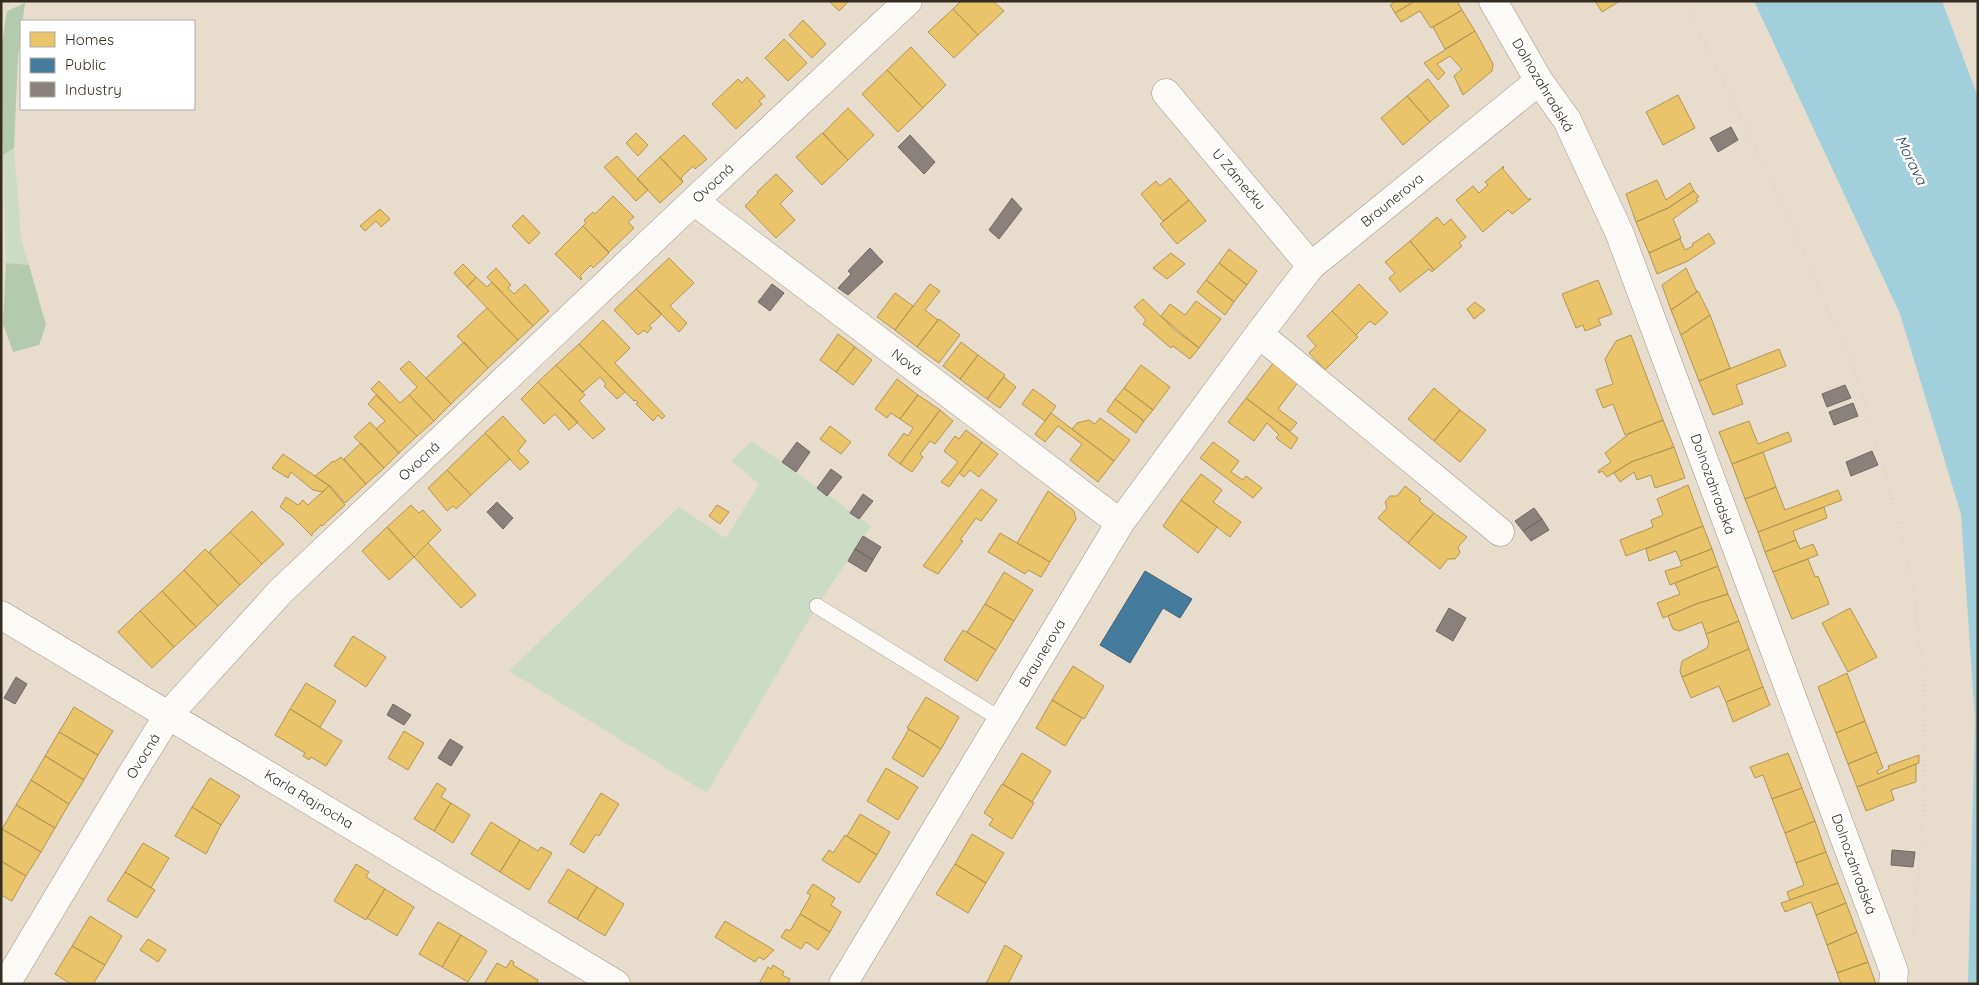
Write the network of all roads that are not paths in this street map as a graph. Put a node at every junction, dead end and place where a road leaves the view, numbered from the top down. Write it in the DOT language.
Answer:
graph roads {
  1 [pos="908,1"];
  2 [pos="1494,1"];
  3 [pos="1539,81"];
  4 [pos="1166,93"];
  5 [pos="694,201"];
  6 [pos="1311,266"];
  7 [pos="1258,334"];
  8 [pos="1120,523"];
  9 [pos="1500,532"];
  10 [pos="817,606"];
  11 [pos="1,615"];
  12 [pos="169,714"];
  13 [pos="1002,720"];
  14 [pos="6,984"];
  15 [pos="616,984"];
  16 [pos="843,984"];
  17 [pos="1893,984"];
  1 -- 5 [label="street, Ovocná"];
  2 -- 3 [label="street, Dolnozahradská"];
  3 -- 6 [label="street, Braunerova"];
  3 -- 17 [label="street, Dolnozahradská"];
  4 -- 6 [label="street, U Zámečku"];
  5 -- 8 [label="street, Nová"];
  5 -- 12 [label="street, Ovocná"];
  6 -- 7 [label="street, Braunerova"];
  7 -- 8 [label="street, Braunerova"];
  7 -- 9 [label="street"];
  8 -- 13 [label="street, Braunerova"];
  10 -- 13 [label="lane"];
  11 -- 12 [label="street, Karla Rajnocha"];
  12 -- 14 [label="street, Ovocná"];
  12 -- 15 [label="street, Karla Rajnocha"];
  13 -- 16 [label="street, Braunerova"];
}
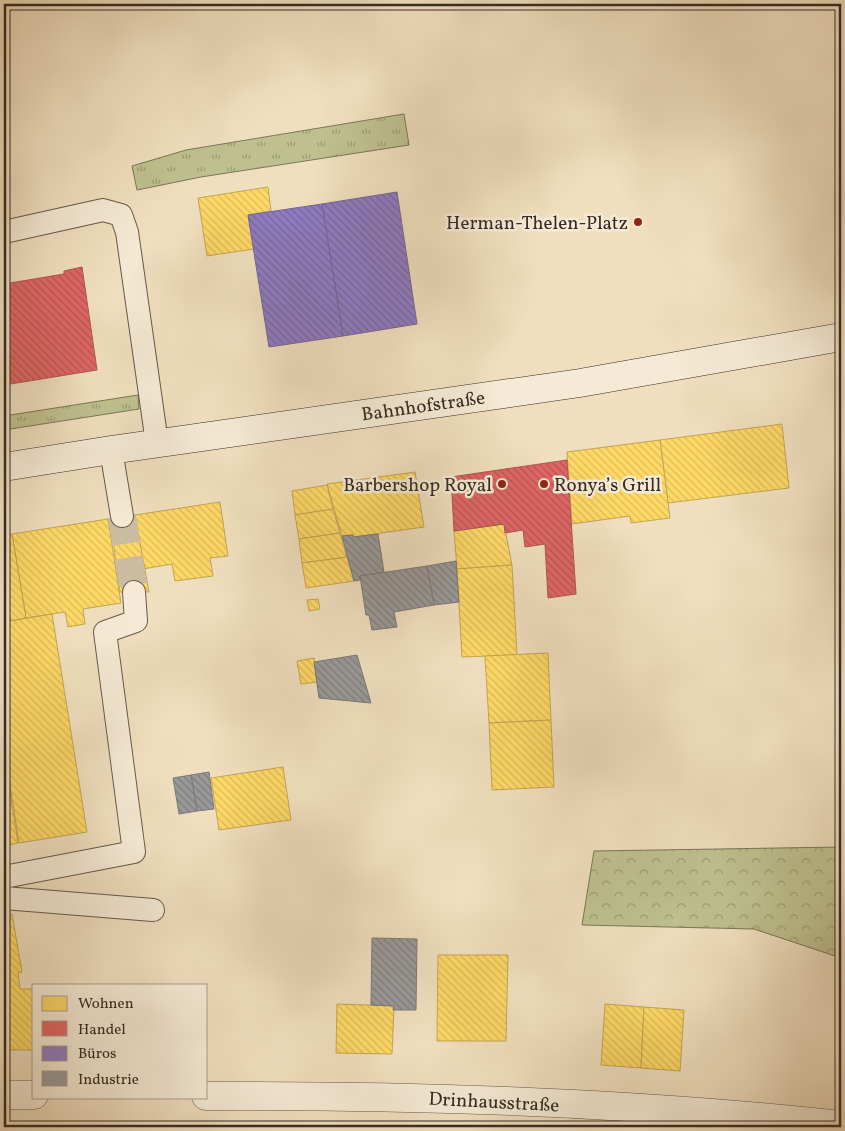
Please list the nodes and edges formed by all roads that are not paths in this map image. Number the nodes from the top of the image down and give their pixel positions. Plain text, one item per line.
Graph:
1 (4, 232) edge
2 (841, 337) edge
3 (157, 443) junction
4 (111, 450) junction
5 (4, 468) edge
6 (122, 516) tunnel mouth
7 (134, 592) tunnel mouth
8 (4, 877) edge
9 (4, 898) edge
10 (153, 910) dead end
11 (4, 1095) edge
12 (32, 1095) edge
13 (208, 1096) edge
14 (841, 1124) edge

1 - 3 lane
2 - 3 main road, Bahnhofstraße
3 - 4 main road, Bahnhofstraße
4 - 5 main road, Bahnhofstraße
4 - 6 lane
7 - 8 lane
9 - 10 lane
11 - 12 main road
13 - 14 main road, Drinhausstraße

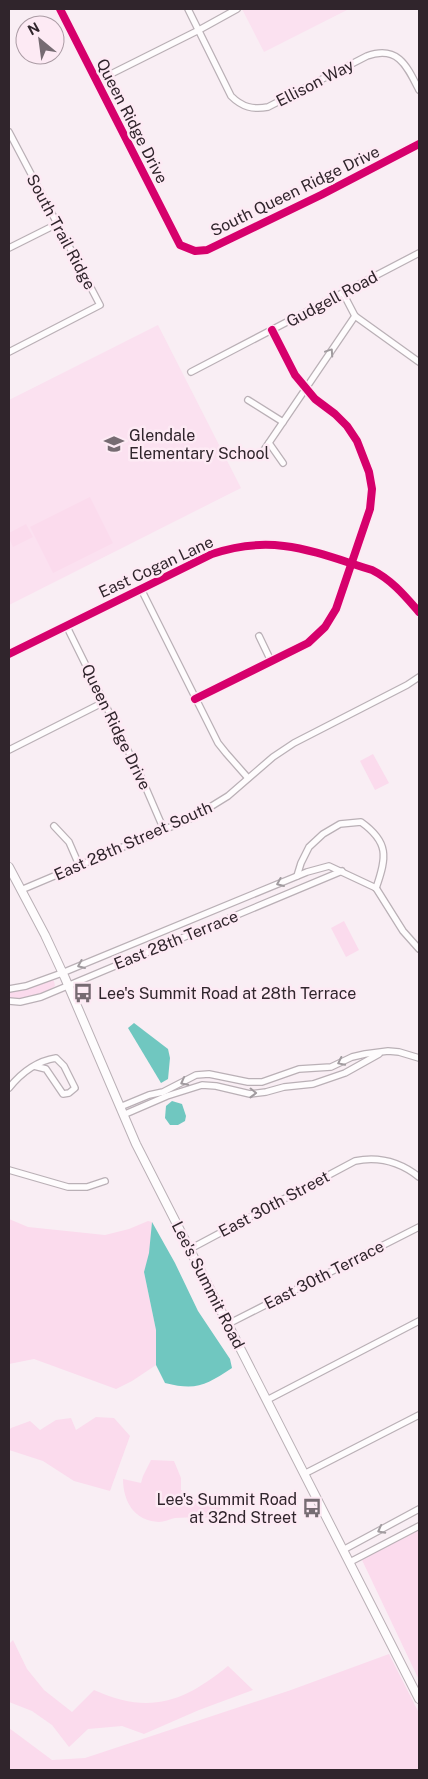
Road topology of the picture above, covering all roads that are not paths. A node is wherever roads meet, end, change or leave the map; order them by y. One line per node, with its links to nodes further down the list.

□ □ □ □ □

**WHAT THE EXERCISE ASKS**
All of the material above is to be retyped verbatim, with its pictures omitted.

**ANSWER BOX**
Write the network of all roads that are not paths in this street map as a graph. Put a node at every junction, dead end and place where a road leaves the view, numbered from the top down. Write it in the DOT language.
Answer:
graph roads {
  1 [pos="908,1"];
  2 [pos="1494,1"];
  3 [pos="1539,81"];
  4 [pos="1166,93"];
  5 [pos="694,201"];
  6 [pos="1311,266"];
  7 [pos="1258,334"];
  8 [pos="1120,523"];
  9 [pos="1500,532"];
  10 [pos="817,606"];
  11 [pos="1,615"];
  12 [pos="169,714"];
  13 [pos="1002,720"];
  14 [pos="6,984"];
  15 [pos="616,984"];
  16 [pos="843,984"];
  17 [pos="1893,984"];
  1 -- 5 [label="street, Ovocná"];
  2 -- 3 [label="street, Dolnozahradská"];
  3 -- 6 [label="street, Braunerova"];
  3 -- 17 [label="street, Dolnozahradská"];
  4 -- 6 [label="street, U Zámečku"];
  5 -- 8 [label="street, Nová"];
  5 -- 12 [label="street, Ovocná"];
  6 -- 7 [label="street, Braunerova"];
  7 -- 8 [label="street, Braunerova"];
  7 -- 9 [label="street"];
  8 -- 13 [label="street, Braunerova"];
  10 -- 13 [label="lane"];
  11 -- 12 [label="street, Karla Rajnocha"];
  12 -- 14 [label="street, Ovocná"];
  12 -- 15 [label="street, Karla Rajnocha"];
  13 -- 16 [label="street, Braunerova"];
}
Please list the nodes and edges formed by all roads that are not paths in this map image. Number the nodes from the top of the image down and give their pixel positions. Plain text, one item per line.
Graph:
1 (4, 232) edge
2 (841, 337) edge
3 (157, 443) junction
4 (111, 450) junction
5 (4, 468) edge
6 (122, 516) tunnel mouth
7 (134, 592) tunnel mouth
8 (4, 877) edge
9 (4, 898) edge
10 (153, 910) dead end
11 (4, 1095) edge
12 (32, 1095) edge
13 (208, 1096) edge
14 (841, 1124) edge

1 - 3 lane
2 - 3 main road, Bahnhofstraße
3 - 4 main road, Bahnhofstraße
4 - 5 main road, Bahnhofstraße
4 - 6 lane
7 - 8 lane
9 - 10 lane
11 - 12 main road
13 - 14 main road, Drinhausstraße

Road topology of the picture above, covering all roads that are not paths. A node is wherever roads meet, end, change or leave the map; order them by y. One line per node, with its links to nodes further down the list.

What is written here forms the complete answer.